_Problem to solve:_ The pictures in the data below are to be omitted; all else must be duplicated exactly.

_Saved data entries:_
━━━

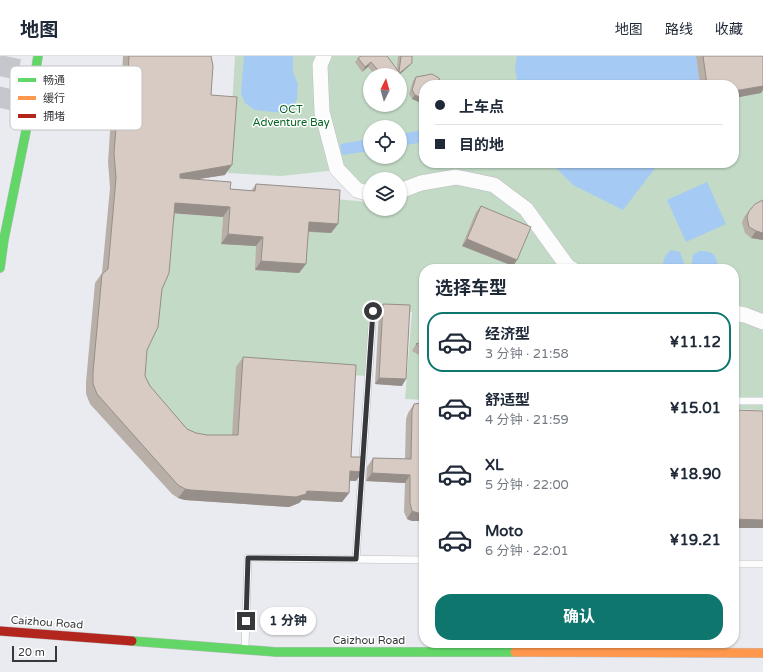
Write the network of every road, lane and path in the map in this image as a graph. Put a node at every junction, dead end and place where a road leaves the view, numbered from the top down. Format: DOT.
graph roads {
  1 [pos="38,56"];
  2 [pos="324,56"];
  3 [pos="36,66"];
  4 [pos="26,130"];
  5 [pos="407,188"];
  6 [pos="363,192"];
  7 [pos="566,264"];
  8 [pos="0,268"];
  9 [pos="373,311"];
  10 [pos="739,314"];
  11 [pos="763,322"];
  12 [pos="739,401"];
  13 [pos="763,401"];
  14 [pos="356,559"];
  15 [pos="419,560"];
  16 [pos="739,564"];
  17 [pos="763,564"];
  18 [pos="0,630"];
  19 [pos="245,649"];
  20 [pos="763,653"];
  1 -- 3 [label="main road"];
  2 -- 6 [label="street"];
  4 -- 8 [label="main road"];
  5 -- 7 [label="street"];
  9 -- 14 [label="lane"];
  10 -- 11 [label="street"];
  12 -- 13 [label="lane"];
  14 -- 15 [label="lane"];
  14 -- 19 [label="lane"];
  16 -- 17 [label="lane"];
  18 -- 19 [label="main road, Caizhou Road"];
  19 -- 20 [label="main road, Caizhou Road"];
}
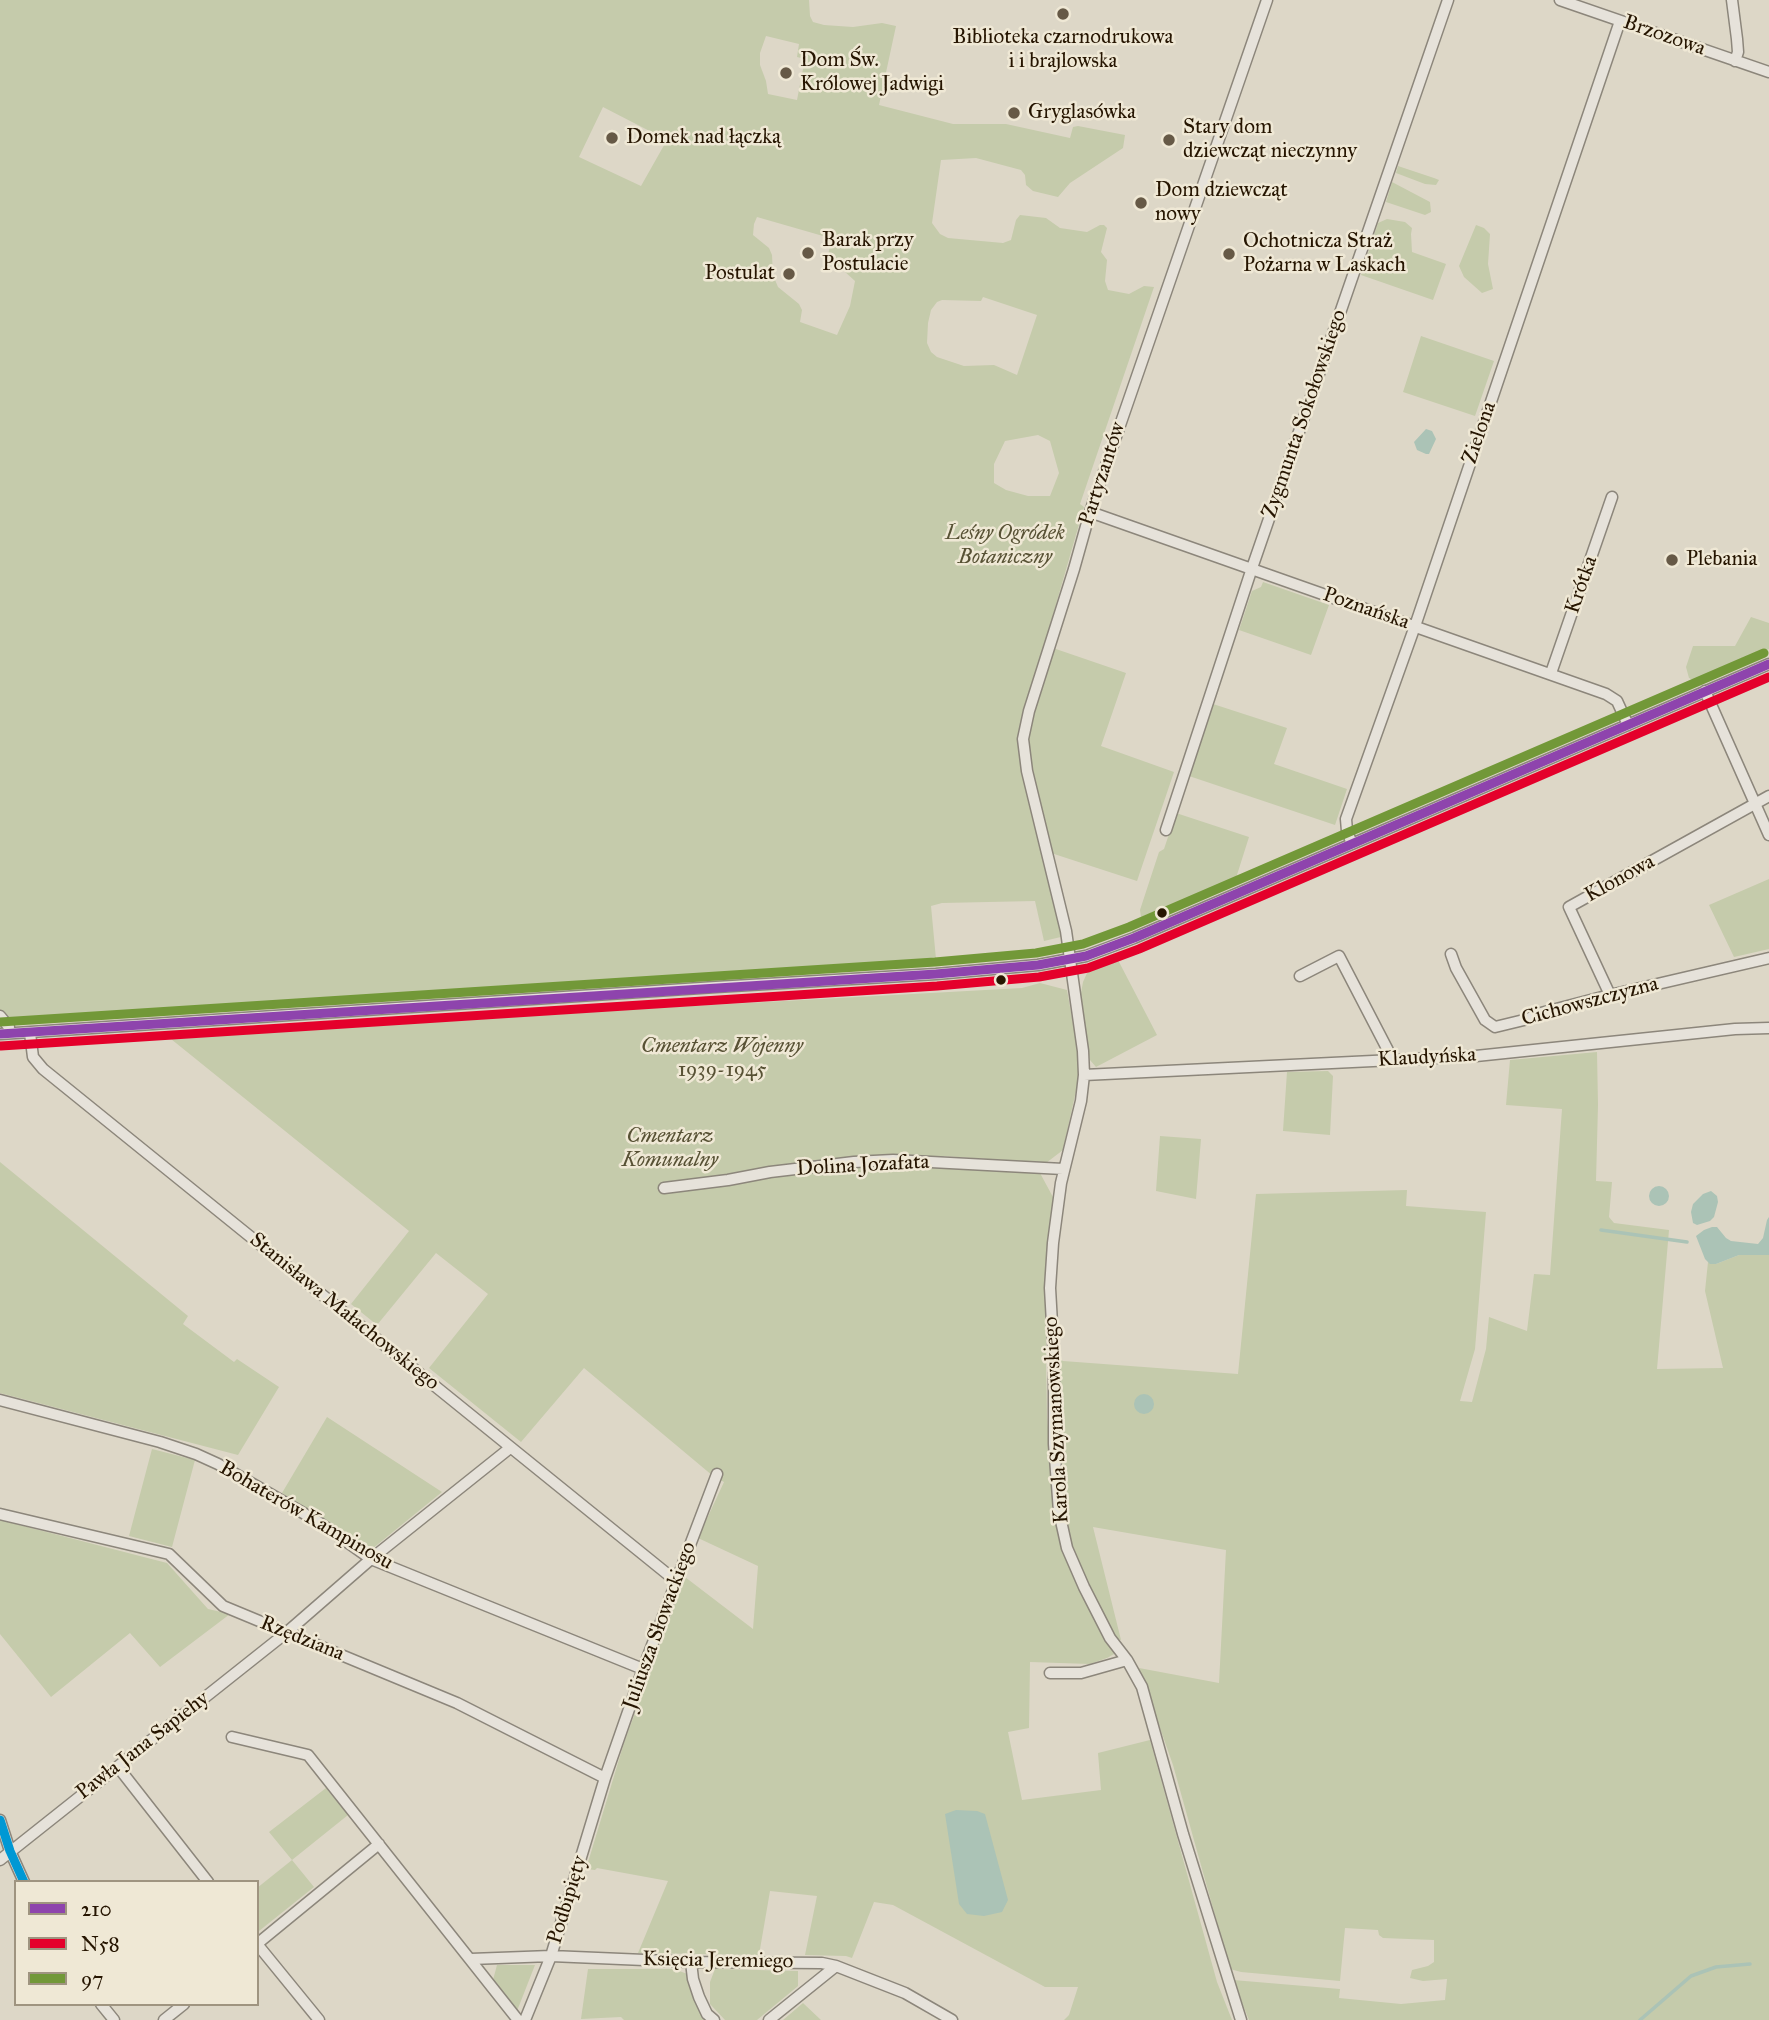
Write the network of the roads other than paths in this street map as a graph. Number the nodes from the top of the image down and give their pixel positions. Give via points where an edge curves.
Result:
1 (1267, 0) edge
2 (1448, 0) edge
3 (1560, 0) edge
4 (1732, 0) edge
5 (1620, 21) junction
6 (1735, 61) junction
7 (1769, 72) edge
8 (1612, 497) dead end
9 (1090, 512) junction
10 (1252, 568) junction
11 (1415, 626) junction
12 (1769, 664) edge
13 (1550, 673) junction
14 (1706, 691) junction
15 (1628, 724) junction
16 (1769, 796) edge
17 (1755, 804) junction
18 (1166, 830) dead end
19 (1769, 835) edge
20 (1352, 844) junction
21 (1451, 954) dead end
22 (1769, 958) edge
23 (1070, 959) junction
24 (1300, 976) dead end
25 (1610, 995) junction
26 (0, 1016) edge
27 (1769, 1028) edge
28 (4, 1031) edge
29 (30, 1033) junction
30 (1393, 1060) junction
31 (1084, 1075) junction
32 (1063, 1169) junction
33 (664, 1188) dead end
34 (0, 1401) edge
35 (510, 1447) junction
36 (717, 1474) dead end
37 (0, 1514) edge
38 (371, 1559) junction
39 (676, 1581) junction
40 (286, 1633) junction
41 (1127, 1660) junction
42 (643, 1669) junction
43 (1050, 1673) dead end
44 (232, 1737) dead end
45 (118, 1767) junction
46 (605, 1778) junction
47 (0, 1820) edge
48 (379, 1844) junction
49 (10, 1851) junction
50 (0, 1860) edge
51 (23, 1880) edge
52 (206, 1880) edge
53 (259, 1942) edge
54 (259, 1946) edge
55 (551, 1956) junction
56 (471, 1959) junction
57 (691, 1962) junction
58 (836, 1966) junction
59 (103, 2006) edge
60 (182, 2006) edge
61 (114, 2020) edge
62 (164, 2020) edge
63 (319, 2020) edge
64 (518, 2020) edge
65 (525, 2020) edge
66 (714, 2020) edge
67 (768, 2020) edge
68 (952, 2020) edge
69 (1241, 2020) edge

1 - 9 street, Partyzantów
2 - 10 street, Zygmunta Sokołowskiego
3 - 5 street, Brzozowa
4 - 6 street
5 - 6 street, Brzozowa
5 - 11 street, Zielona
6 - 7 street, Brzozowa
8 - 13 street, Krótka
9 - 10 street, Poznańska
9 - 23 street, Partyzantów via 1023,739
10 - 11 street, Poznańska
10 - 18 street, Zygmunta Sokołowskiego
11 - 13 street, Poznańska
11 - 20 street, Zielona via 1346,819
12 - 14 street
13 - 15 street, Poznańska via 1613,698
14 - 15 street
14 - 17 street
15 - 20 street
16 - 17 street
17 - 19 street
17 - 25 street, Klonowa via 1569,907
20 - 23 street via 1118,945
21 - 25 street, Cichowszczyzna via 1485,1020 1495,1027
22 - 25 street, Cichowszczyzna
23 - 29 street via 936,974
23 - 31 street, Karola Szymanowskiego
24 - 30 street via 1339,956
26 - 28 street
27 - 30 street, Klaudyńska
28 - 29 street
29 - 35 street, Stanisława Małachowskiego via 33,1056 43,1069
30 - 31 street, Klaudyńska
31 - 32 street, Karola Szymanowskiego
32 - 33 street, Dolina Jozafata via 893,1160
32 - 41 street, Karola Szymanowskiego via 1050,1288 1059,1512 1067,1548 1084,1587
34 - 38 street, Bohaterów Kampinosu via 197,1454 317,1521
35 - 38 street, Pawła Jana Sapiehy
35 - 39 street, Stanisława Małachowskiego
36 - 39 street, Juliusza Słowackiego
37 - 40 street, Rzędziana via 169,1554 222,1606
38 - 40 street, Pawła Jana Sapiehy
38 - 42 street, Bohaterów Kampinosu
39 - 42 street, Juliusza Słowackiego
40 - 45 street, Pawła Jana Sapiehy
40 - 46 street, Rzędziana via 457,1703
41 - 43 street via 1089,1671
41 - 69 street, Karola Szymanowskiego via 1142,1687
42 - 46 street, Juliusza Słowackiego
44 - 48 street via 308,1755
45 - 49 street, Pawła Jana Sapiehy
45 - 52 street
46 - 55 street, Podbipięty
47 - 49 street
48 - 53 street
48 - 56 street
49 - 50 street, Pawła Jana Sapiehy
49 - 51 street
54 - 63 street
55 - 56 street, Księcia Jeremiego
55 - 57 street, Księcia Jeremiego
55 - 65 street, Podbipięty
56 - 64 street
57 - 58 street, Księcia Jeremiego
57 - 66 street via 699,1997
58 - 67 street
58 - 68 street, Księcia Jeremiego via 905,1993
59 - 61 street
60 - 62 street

━━━

_Output for this task:_
Write the network of every road, lane and path in the map in this image as a graph. Put a node at every junction, dead end and place where a road leaves the view, numbered from the top down. Format: DOT.
graph roads {
  1 [pos="38,56"];
  2 [pos="324,56"];
  3 [pos="36,66"];
  4 [pos="26,130"];
  5 [pos="407,188"];
  6 [pos="363,192"];
  7 [pos="566,264"];
  8 [pos="0,268"];
  9 [pos="373,311"];
  10 [pos="739,314"];
  11 [pos="763,322"];
  12 [pos="739,401"];
  13 [pos="763,401"];
  14 [pos="356,559"];
  15 [pos="419,560"];
  16 [pos="739,564"];
  17 [pos="763,564"];
  18 [pos="0,630"];
  19 [pos="245,649"];
  20 [pos="763,653"];
  1 -- 3 [label="main road"];
  2 -- 6 [label="street"];
  4 -- 8 [label="main road"];
  5 -- 7 [label="street"];
  9 -- 14 [label="lane"];
  10 -- 11 [label="street"];
  12 -- 13 [label="lane"];
  14 -- 15 [label="lane"];
  14 -- 19 [label="lane"];
  16 -- 17 [label="lane"];
  18 -- 19 [label="main road, Caizhou Road"];
  19 -- 20 [label="main road, Caizhou Road"];
}
Write the network of the roads other than paths in this street map as a graph. Number the nodes from the top of the image down and give their pixel positions. Give via points where an edge curves.
Result:
1 (1267, 0) edge
2 (1448, 0) edge
3 (1560, 0) edge
4 (1732, 0) edge
5 (1620, 21) junction
6 (1735, 61) junction
7 (1769, 72) edge
8 (1612, 497) dead end
9 (1090, 512) junction
10 (1252, 568) junction
11 (1415, 626) junction
12 (1769, 664) edge
13 (1550, 673) junction
14 (1706, 691) junction
15 (1628, 724) junction
16 (1769, 796) edge
17 (1755, 804) junction
18 (1166, 830) dead end
19 (1769, 835) edge
20 (1352, 844) junction
21 (1451, 954) dead end
22 (1769, 958) edge
23 (1070, 959) junction
24 (1300, 976) dead end
25 (1610, 995) junction
26 (0, 1016) edge
27 (1769, 1028) edge
28 (4, 1031) edge
29 (30, 1033) junction
30 (1393, 1060) junction
31 (1084, 1075) junction
32 (1063, 1169) junction
33 (664, 1188) dead end
34 (0, 1401) edge
35 (510, 1447) junction
36 (717, 1474) dead end
37 (0, 1514) edge
38 (371, 1559) junction
39 (676, 1581) junction
40 (286, 1633) junction
41 (1127, 1660) junction
42 (643, 1669) junction
43 (1050, 1673) dead end
44 (232, 1737) dead end
45 (118, 1767) junction
46 (605, 1778) junction
47 (0, 1820) edge
48 (379, 1844) junction
49 (10, 1851) junction
50 (0, 1860) edge
51 (23, 1880) edge
52 (206, 1880) edge
53 (259, 1942) edge
54 (259, 1946) edge
55 (551, 1956) junction
56 (471, 1959) junction
57 (691, 1962) junction
58 (836, 1966) junction
59 (103, 2006) edge
60 (182, 2006) edge
61 (114, 2020) edge
62 (164, 2020) edge
63 (319, 2020) edge
64 (518, 2020) edge
65 (525, 2020) edge
66 (714, 2020) edge
67 (768, 2020) edge
68 (952, 2020) edge
69 (1241, 2020) edge

1 - 9 street, Partyzantów
2 - 10 street, Zygmunta Sokołowskiego
3 - 5 street, Brzozowa
4 - 6 street
5 - 6 street, Brzozowa
5 - 11 street, Zielona
6 - 7 street, Brzozowa
8 - 13 street, Krótka
9 - 10 street, Poznańska
9 - 23 street, Partyzantów via 1023,739
10 - 11 street, Poznańska
10 - 18 street, Zygmunta Sokołowskiego
11 - 13 street, Poznańska
11 - 20 street, Zielona via 1346,819
12 - 14 street
13 - 15 street, Poznańska via 1613,698
14 - 15 street
14 - 17 street
15 - 20 street
16 - 17 street
17 - 19 street
17 - 25 street, Klonowa via 1569,907
20 - 23 street via 1118,945
21 - 25 street, Cichowszczyzna via 1485,1020 1495,1027
22 - 25 street, Cichowszczyzna
23 - 29 street via 936,974
23 - 31 street, Karola Szymanowskiego
24 - 30 street via 1339,956
26 - 28 street
27 - 30 street, Klaudyńska
28 - 29 street
29 - 35 street, Stanisława Małachowskiego via 33,1056 43,1069
30 - 31 street, Klaudyńska
31 - 32 street, Karola Szymanowskiego
32 - 33 street, Dolina Jozafata via 893,1160
32 - 41 street, Karola Szymanowskiego via 1050,1288 1059,1512 1067,1548 1084,1587
34 - 38 street, Bohaterów Kampinosu via 197,1454 317,1521
35 - 38 street, Pawła Jana Sapiehy
35 - 39 street, Stanisława Małachowskiego
36 - 39 street, Juliusza Słowackiego
37 - 40 street, Rzędziana via 169,1554 222,1606
38 - 40 street, Pawła Jana Sapiehy
38 - 42 street, Bohaterów Kampinosu
39 - 42 street, Juliusza Słowackiego
40 - 45 street, Pawła Jana Sapiehy
40 - 46 street, Rzędziana via 457,1703
41 - 43 street via 1089,1671
41 - 69 street, Karola Szymanowskiego via 1142,1687
42 - 46 street, Juliusza Słowackiego
44 - 48 street via 308,1755
45 - 49 street, Pawła Jana Sapiehy
45 - 52 street
46 - 55 street, Podbipięty
47 - 49 street
48 - 53 street
48 - 56 street
49 - 50 street, Pawła Jana Sapiehy
49 - 51 street
54 - 63 street
55 - 56 street, Księcia Jeremiego
55 - 57 street, Księcia Jeremiego
55 - 65 street, Podbipięty
56 - 64 street
57 - 58 street, Księcia Jeremiego
57 - 66 street via 699,1997
58 - 67 street
58 - 68 street, Księcia Jeremiego via 905,1993
59 - 61 street
60 - 62 street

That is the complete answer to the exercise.